TASK BRIEF
All that is wanted is an exact copy of the lines below, starting at the one that contains "middle pip: (181, 170)" and running to the end.

DATA
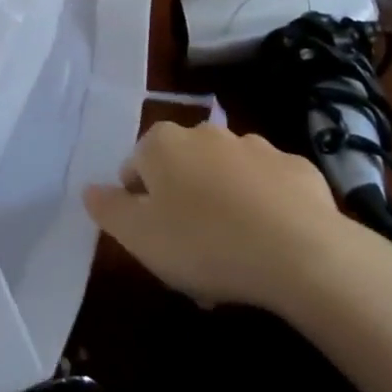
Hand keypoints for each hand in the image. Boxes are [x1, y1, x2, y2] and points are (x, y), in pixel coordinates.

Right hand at [84, 122, 345, 311]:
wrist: (301, 251)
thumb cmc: (204, 243)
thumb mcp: (139, 237)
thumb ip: (108, 209)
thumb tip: (90, 188)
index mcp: (162, 144)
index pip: (134, 167)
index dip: (138, 205)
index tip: (153, 242)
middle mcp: (206, 133)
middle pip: (181, 170)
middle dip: (181, 205)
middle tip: (190, 255)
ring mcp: (256, 146)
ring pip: (225, 177)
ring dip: (222, 206)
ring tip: (232, 258)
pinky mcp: (297, 167)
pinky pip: (269, 188)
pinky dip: (264, 208)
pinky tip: (270, 245)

WRITTEN ANSWER
middle pip: (181, 170)
middle dip: (181, 205)
middle tip: (190, 255)
ring mcp: (256, 146)
ring pip: (225, 177)
ring dip: (222, 206)
ring tip: (232, 258)
pinky mcp: (297, 167)
pinky pip: (269, 188)
pinky dip: (264, 208)
pinky tip: (270, 245)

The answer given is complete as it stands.